- **PROBLEM DESCRIPTION**
Look below for the line containing "Digitize the connectivity". Output it and each remaining line of the entries exactly, and nothing else.

··· RECORDS FOR THIS TASK ···

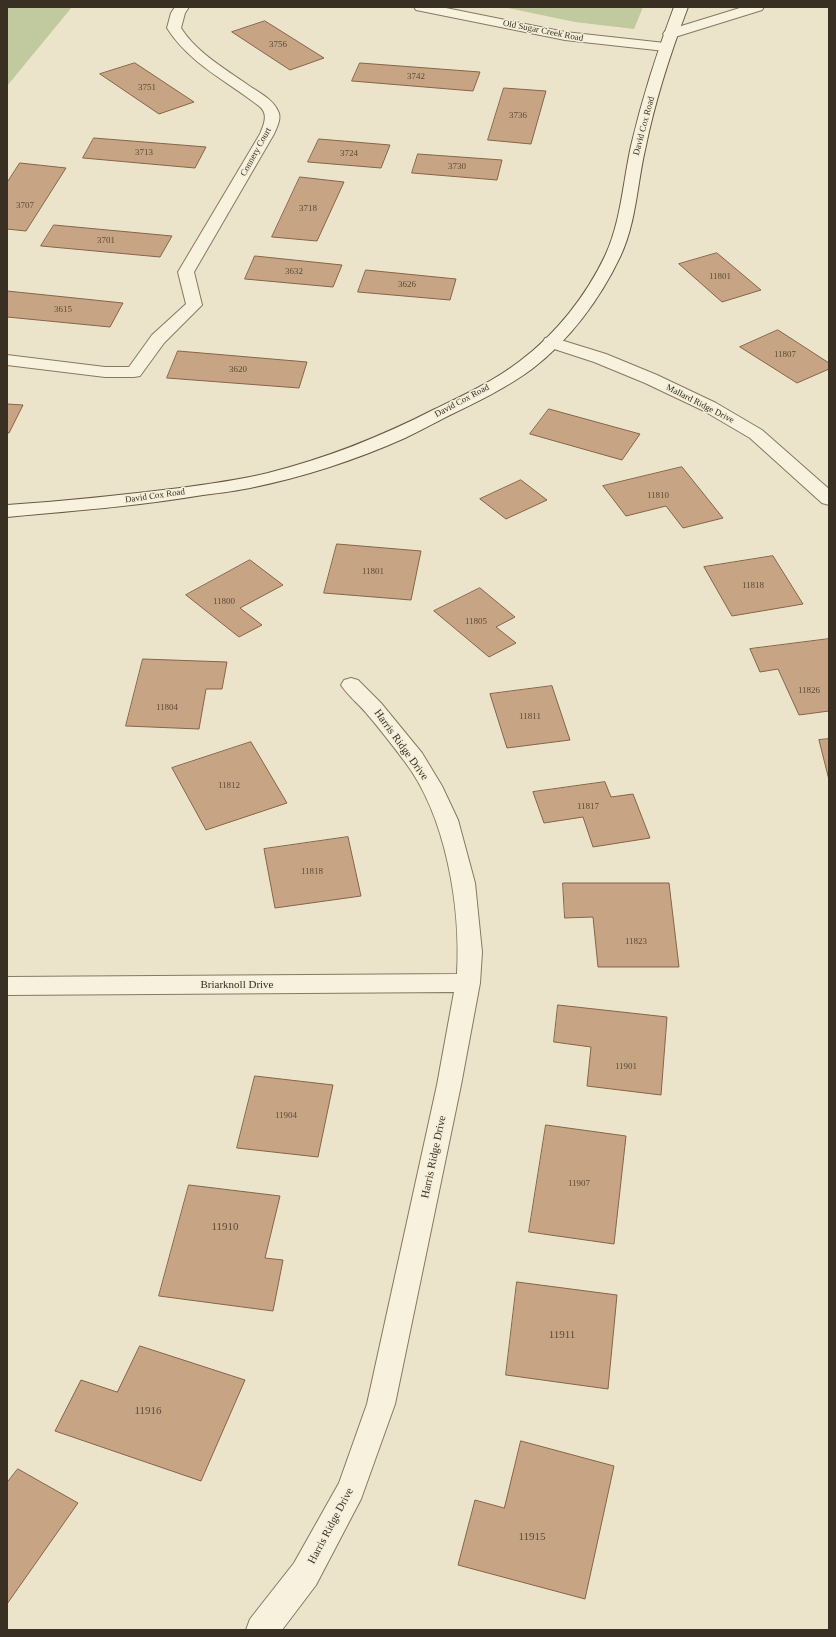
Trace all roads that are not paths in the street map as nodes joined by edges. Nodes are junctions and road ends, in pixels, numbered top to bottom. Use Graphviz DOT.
graph roads {
  1 [pos="182,7"];
  2 [pos="421,7"];
  3 [pos="681,7"];
  4 [pos="757,7"];
  5 [pos="668,40"];
  6 [pos="551,342"];
  7 [pos="7,360"];
  8 [pos="829,499"];
  9 [pos="7,511"];
  10 [pos="351,685"];
  11 [pos="468,983"];
  12 [pos="7,986"];
  13 [pos="261,1630"];
  1 -- 7 [label="street, Connery Court"];
  2 -- 5 [label="street, Old Sugar Creek Road"];
  3 -- 5 [label="street, David Cox Road"];
  4 -- 5 [label="street"];
  5 -- 6 [label="street, David Cox Road"];
  6 -- 8 [label="street, Mallard Ridge Drive"];
  6 -- 9 [label="street, David Cox Road"];
  10 -- 11 [label="street, Harris Ridge Drive"];
  11 -- 12 [label="street, Briarknoll Drive"];
  11 -- 13 [label="street, Harris Ridge Drive"];
}
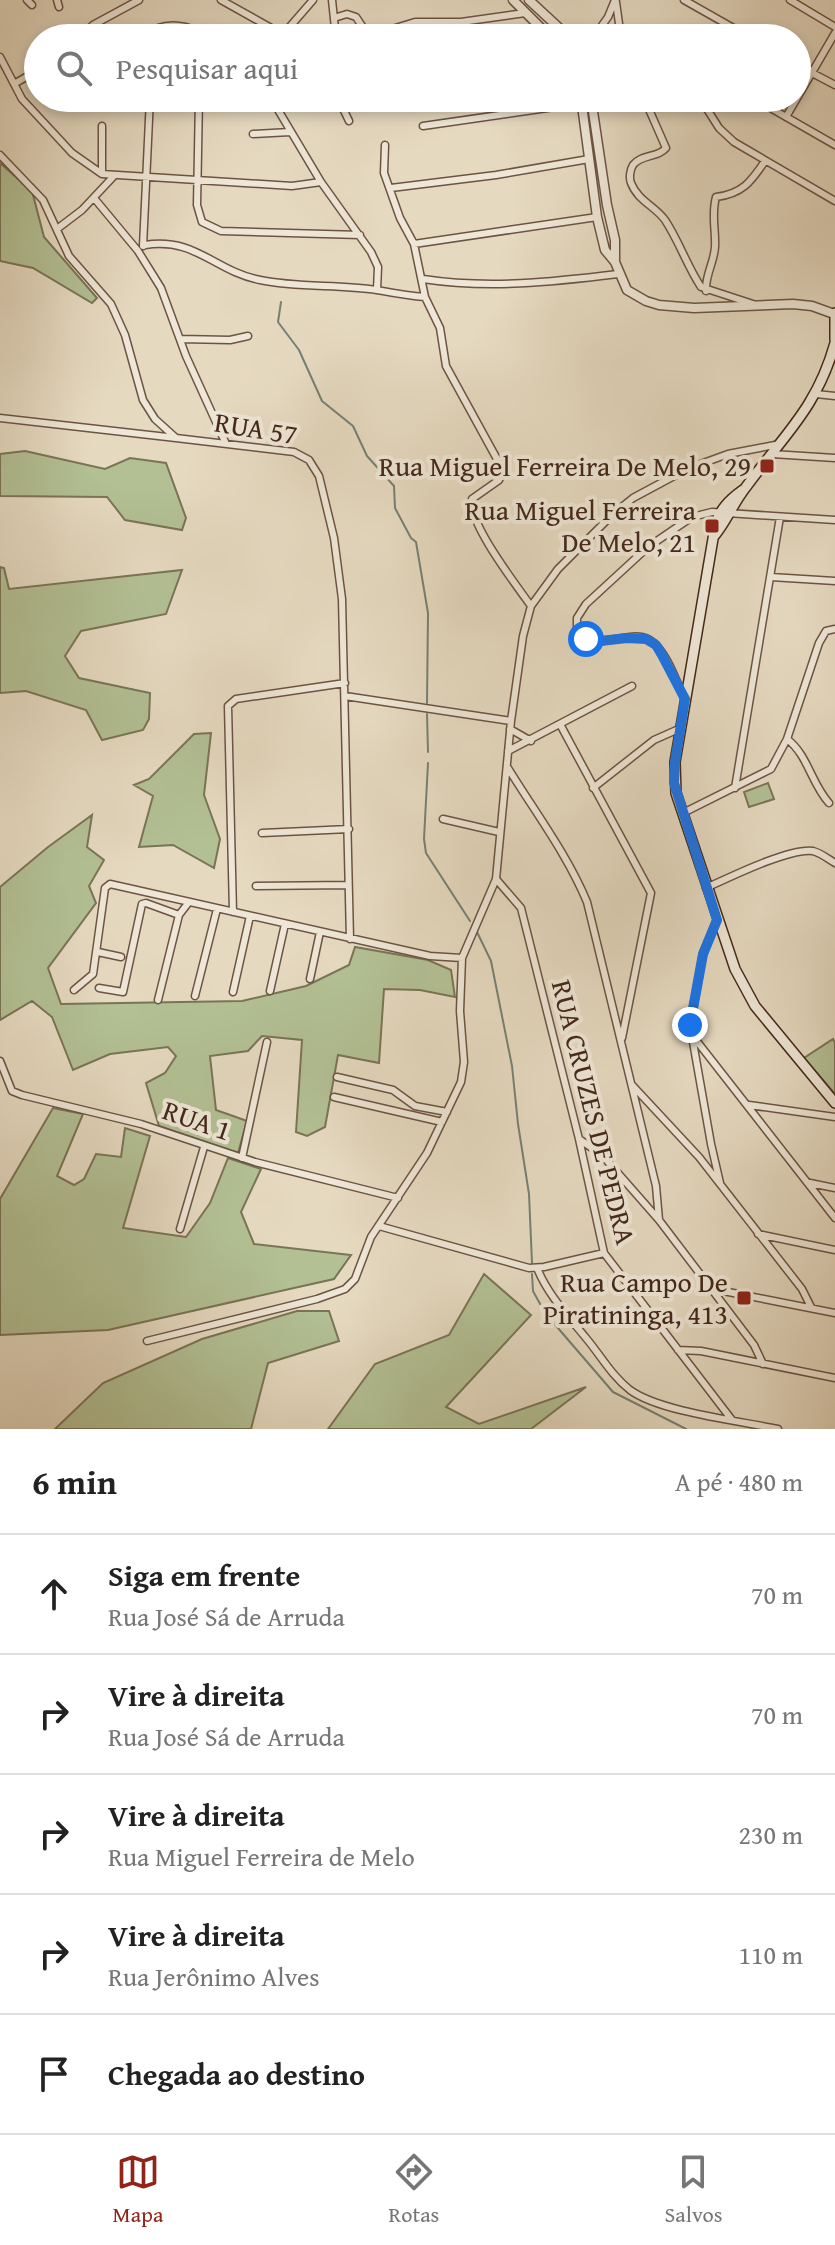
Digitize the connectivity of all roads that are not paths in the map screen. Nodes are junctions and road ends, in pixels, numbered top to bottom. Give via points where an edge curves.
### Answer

···

- **RESPONSE BOX**
Digitize the connectivity of all roads that are not paths in the map screen. Nodes are junctions and road ends, in pixels, numbered top to bottom. Give via points where an edge curves.
### Answer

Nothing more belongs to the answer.